Monday, 30 June 2008


Another AMEMR conference ticked off (23rd to 26th June). As conferences go, I've never really been to anything quite as singularly focused on modelling as the AMEMR series. Most other conferences slip modelling in alongside more observational work, or at most have a specifically modelling session, but AMEMR is wall-to-wall modelling. Admittedly with only a single session (~18 talks per day for 4 days).

So it should be something like modeller's heaven, right? Well, at best a mixed bag. The first AMEMR conference in 2005 has left little impression on me beyond a loathing for super-narrow regional modelling (e.g. a dreary discussion of a bog-standard model in a boring provincial region). If a theme arose out of it, then it was a questioning of the justifiability of the complex end of marine ecosystem models. Up until that point, the continual increase of model complexity was seen as natural and right, with nary a second thought given to whether the resulting models could be robustly validated. Furthermore, when it came to validation, simply showing a side-by-side comparison between a highly-abstracted observational field and a carefully (= dubiously) colour-intervalled model field was a fairly acceptable strategy. Some speakers didn't even do that, and were content to simply show model output as if it were gospel truth.

While AMEMR 2008 also suffered somewhat from regional talks, and from some weak model-data comparison (of which, my poster was something of an example!), things were generally better. There were echoes of the last meeting's anti-complex model sentiments, but the absence from the conference of one of the major offenders on this count kept this particular "discussion" more low-key. An interesting development this time was the inclusion of more higher trophic level modelling. In aquatic circles, this specifically means fish models. Which, given the socio-economic importance of fisheries made for more anthropocentric sessions towards the end of the conference.
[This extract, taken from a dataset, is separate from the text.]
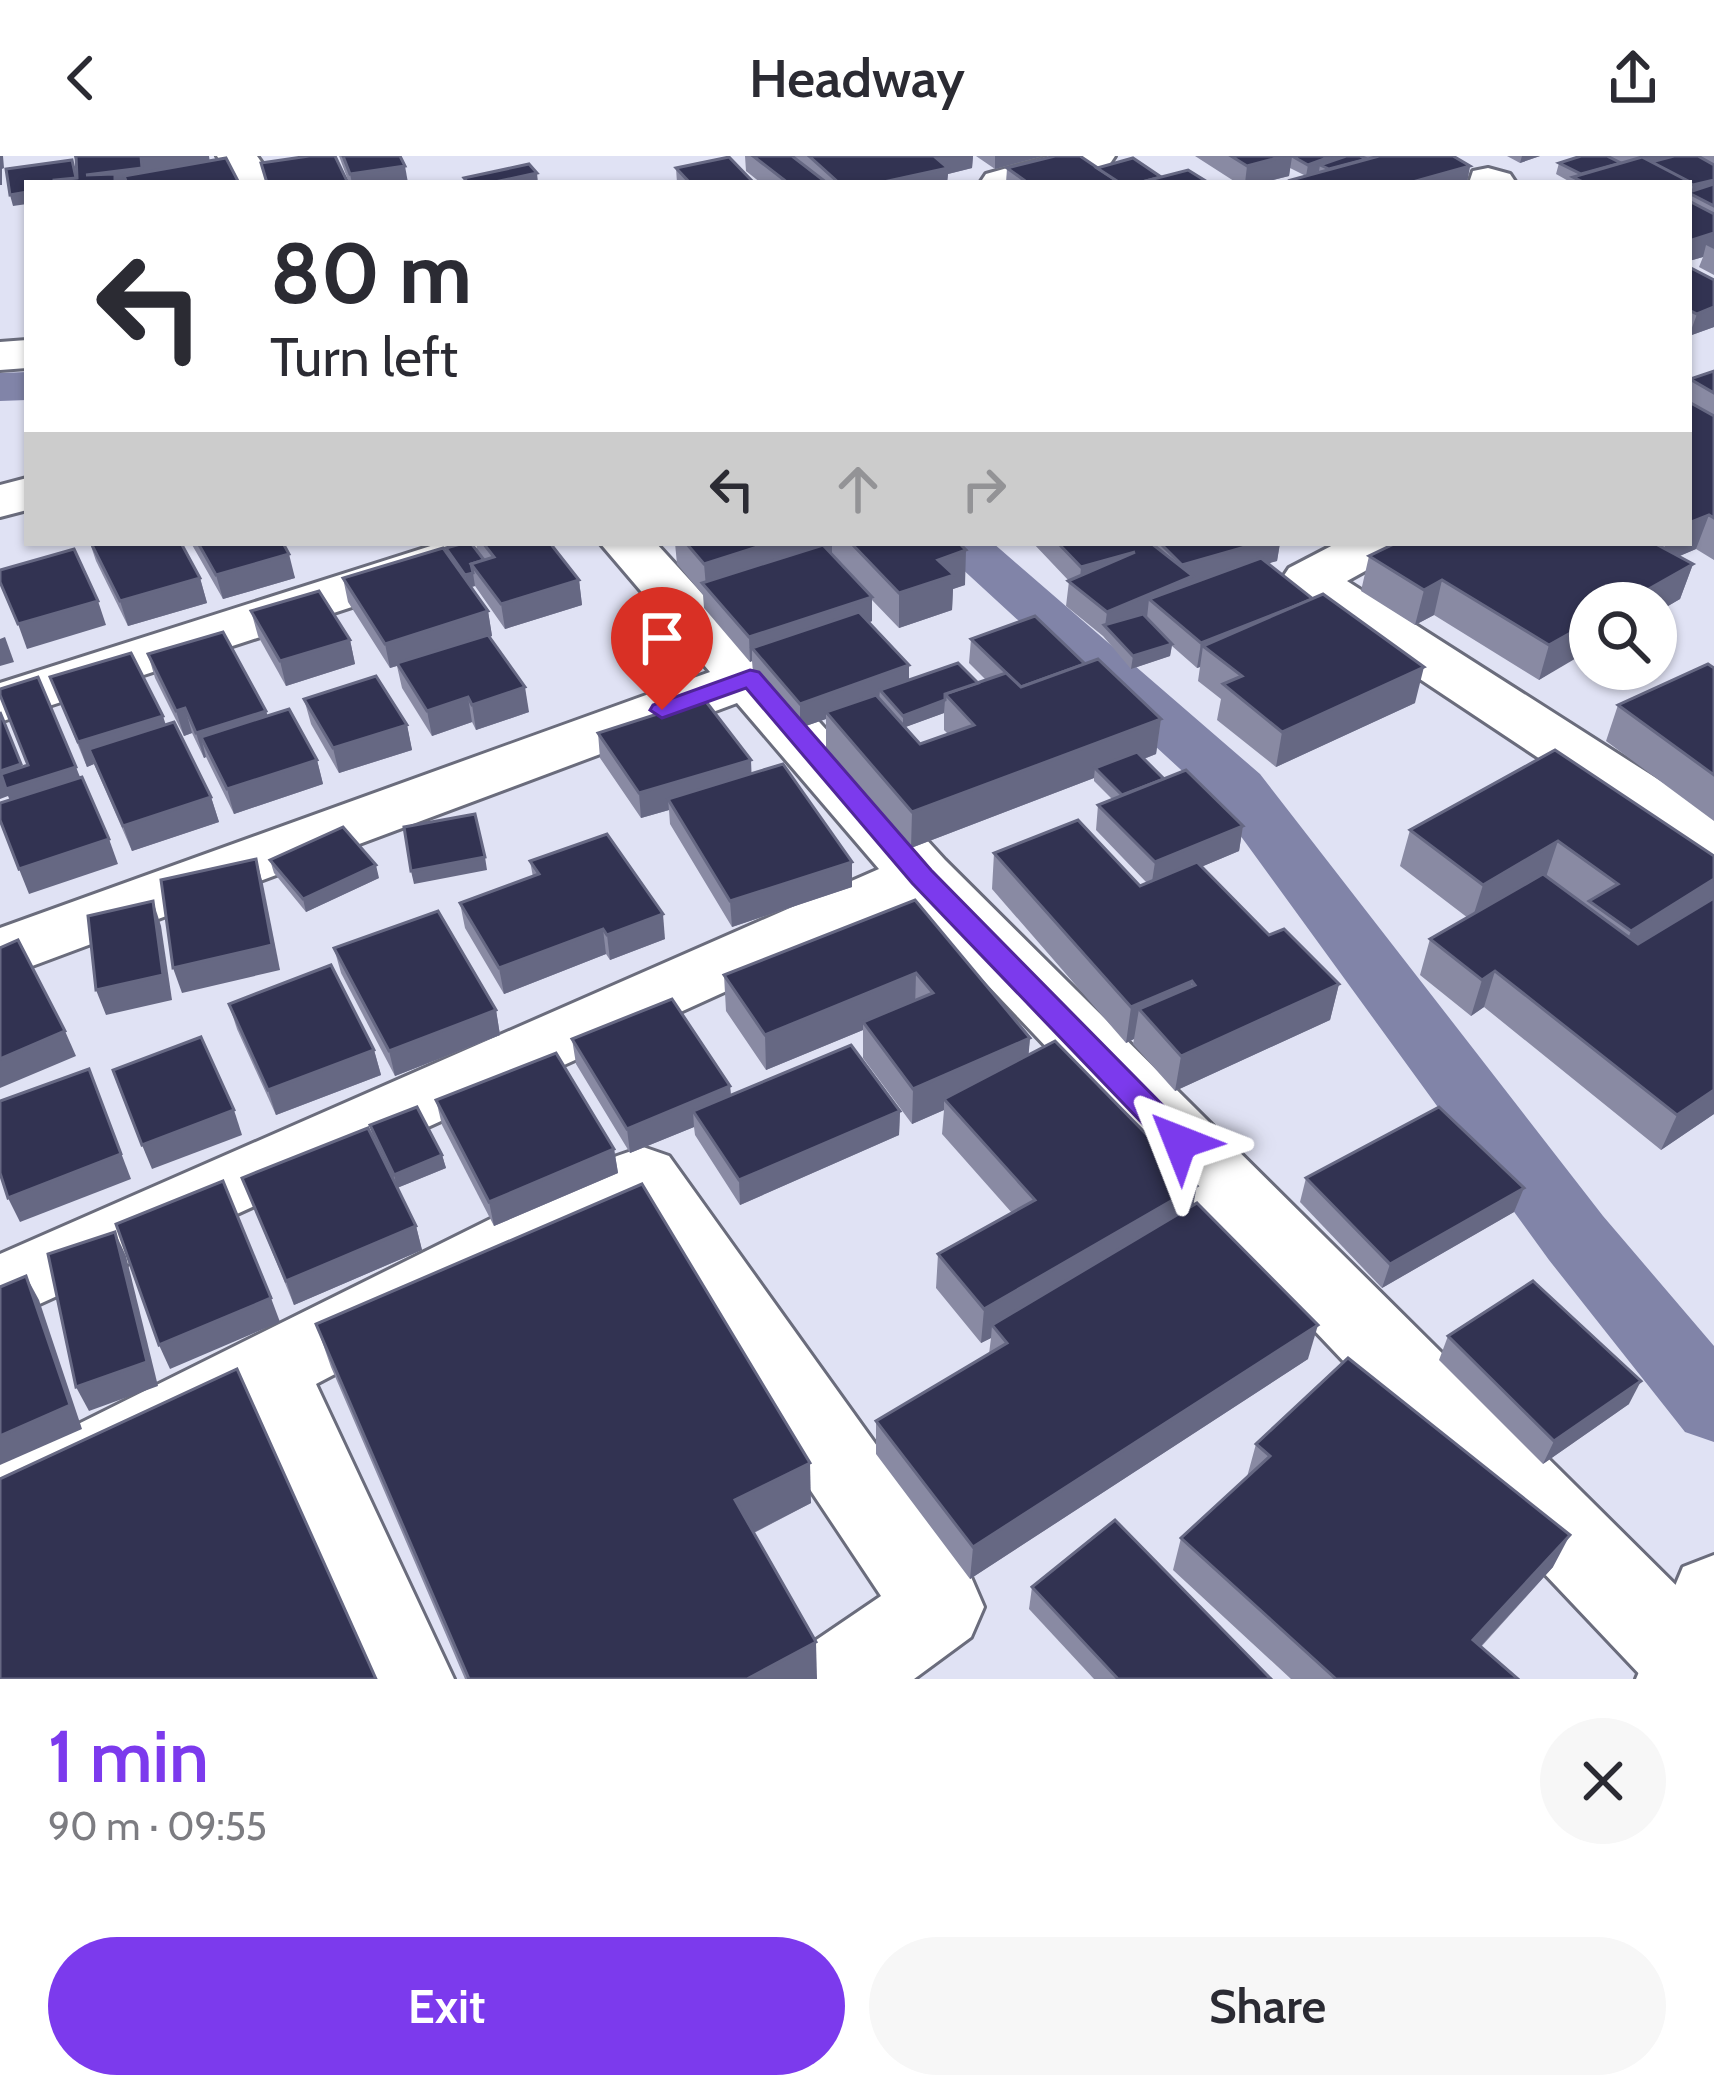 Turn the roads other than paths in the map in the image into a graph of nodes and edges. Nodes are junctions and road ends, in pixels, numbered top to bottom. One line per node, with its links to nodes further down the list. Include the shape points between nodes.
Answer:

Although only a few fisheries modellers made an appearance at AMEMR, they had a couple of good talks and two excellent keynote speakers. The best research speaker summarised what must have been a massive piece of work with an emsemble size of thousands of individual simulations (for reference, Sarah Gaichas). Applying a generic fisheries model of the North Pacific to three specific locations, she was able to show the consequences of perturbations of different fish species on the whole food web, and to demonstrate that the three locations behaved differently to management despite the imposition of the same strategy everywhere. A real tour-de-force. The two keynote speakers both brought home the necessity of modellers to take in the bigger picture, and not to lose themselves in the detail. While they recognised the importance of advances in model realism, the socio-economic problems that they find themselves dealing with simply cannot wait until all of the modelling details can be resolved. They advised that modellers need to bear the wider context in mind, and to explore model behaviour (or "have fun", as one of the speakers put it; Beth Fulton) while recognising the limits of their models. Stirring stuff.

In summary, and to paraphrase terribly, there were a couple of take-home messages from this year's AMEMR:
  • From the biogeochemical modelling end: Be aware of model limitations and perverse/pathological details
  • From the fisheries modelling end: Be aware that the world cannot wait for perfection, and that second best models may have to suffice

On a more social note, I was able to catch up with both MEB and SME on several evenings. Mark, as ever, was doing sterling work with his size-based model. Meanwhile, Steve retains his animosity to models because of their inadequacy as a means of representing reality. We had some philosophical fun thrashing that one about.